(WORKING DATA begins)
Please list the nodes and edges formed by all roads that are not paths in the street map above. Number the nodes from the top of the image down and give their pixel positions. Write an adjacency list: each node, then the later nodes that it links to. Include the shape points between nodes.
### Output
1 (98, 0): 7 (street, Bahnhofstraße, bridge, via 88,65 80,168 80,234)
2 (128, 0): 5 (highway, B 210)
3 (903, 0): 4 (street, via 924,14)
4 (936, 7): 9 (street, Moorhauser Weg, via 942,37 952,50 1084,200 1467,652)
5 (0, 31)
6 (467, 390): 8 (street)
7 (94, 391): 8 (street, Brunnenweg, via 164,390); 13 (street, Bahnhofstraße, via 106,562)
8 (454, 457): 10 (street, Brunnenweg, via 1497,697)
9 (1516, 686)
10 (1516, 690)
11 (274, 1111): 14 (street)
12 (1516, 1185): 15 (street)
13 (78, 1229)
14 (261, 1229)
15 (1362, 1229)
(WORKING DATA ends)
■ PROBLEM REQUIREMENTS ■
Your answer must be the full set of records above, reproduced exactly.

■ SOLUTION TO THIS EXERCISE ■
Please list the nodes and edges formed by all roads that are not paths in the street map above. Number the nodes from the top of the image down and give their pixel positions. Write an adjacency list: each node, then the later nodes that it links to. Include the shape points between nodes.
### Output
1 (98, 0): 7 (street, Bahnhofstraße, bridge, via 88,65 80,168 80,234)
2 (128, 0): 5 (highway, B 210)
3 (903, 0): 4 (street, via 924,14)
4 (936, 7): 9 (street, Moorhauser Weg, via 942,37 952,50 1084,200 1467,652)
5 (0, 31)
6 (467, 390): 8 (street)
7 (94, 391): 8 (street, Brunnenweg, via 164,390); 13 (street, Bahnhofstraße, via 106,562)
8 (454, 457): 10 (street, Brunnenweg, via 1497,697)
9 (1516, 686)
10 (1516, 690)
11 (274, 1111): 14 (street)
12 (1516, 1185): 15 (street)
13 (78, 1229)
14 (261, 1229)
15 (1362, 1229)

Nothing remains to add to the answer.